In between creative ruts and actual creation, the quiet, probing question “is this necessary?” knocks at your brain’s door and won’t leave. Does the piece even need to be created? Will it be relevant? Will it help us? Will the effort put into it translate in its payoff?
It’s pretty easy to discount the arts when you compare them to other things we could be doing to help others. You could be spending your time volunteering at the soup kitchen, or performing open heart surgery but as Robin Williams’ character in Dead Poets Society says: “medicine, law, business, engineering, these are noble pursuits and necessary to sustain life. But poetry, beauty, romance, love, these are what we stay alive for.” Yes, you could be doing something that people recognize as helpful to others. But think about a poem or book that changed your life. It was helpful to you, no? The arts are still helpful to others if you let them be. If you’re feeling that you’ve been neglecting that part of you that you know is what others struggle with and there’s so much room for growth in that section, then write for others like you. Write so you can connect with others, understand, and be understood. The piece just needs to be somewhat relevant to your audience for it to be considered.
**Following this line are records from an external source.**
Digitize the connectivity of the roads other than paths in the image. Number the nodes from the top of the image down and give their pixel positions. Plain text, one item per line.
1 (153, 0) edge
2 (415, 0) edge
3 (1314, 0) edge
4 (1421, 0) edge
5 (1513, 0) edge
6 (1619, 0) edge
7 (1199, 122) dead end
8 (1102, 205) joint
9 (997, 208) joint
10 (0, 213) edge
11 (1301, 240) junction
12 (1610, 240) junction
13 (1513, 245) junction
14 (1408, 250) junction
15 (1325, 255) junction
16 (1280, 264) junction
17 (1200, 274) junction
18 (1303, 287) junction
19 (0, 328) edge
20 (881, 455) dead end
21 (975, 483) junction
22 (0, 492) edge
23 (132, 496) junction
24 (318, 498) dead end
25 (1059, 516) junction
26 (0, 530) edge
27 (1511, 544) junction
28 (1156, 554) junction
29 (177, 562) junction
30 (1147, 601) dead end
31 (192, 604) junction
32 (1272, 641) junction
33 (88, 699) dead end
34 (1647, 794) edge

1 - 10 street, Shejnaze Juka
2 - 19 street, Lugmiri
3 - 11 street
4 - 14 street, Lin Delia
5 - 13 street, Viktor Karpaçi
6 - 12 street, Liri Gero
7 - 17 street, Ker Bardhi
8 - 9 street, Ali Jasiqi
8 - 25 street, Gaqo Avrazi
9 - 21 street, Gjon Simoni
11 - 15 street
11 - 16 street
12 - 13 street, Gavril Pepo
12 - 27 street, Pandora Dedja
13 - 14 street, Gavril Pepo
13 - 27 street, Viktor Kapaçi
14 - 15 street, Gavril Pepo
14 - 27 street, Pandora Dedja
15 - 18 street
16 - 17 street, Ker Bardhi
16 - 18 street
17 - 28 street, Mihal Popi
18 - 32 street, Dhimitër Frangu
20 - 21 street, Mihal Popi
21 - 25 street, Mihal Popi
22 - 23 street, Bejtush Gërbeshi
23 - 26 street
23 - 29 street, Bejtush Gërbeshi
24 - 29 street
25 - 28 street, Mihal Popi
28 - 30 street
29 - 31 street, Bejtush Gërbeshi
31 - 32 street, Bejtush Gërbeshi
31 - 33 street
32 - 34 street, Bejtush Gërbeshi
As for the necessity of the piece: that’s dependent on the writer. I can’t tell you how many times I just need to write, just to get the words out of me. I sometimes feel like a seeping scribble, or the embers that fall from the fire. A poem, read or written, is time spent trying to understand the moments that we know are significant but never stop to appreciate. And if I don’t write, if I’m not able to, I’ll have trouble sleeping or feel irritated. Thought and feelings pile up and are easier to understand once they become tangible on the page. The need to write is like the need for breath that can be suspended at times, but is needed more after a long time without. Poetry may be able to help save us from ourselves.
Poetry needs to be both written and read. Are there any poems you’ve read that changed your life?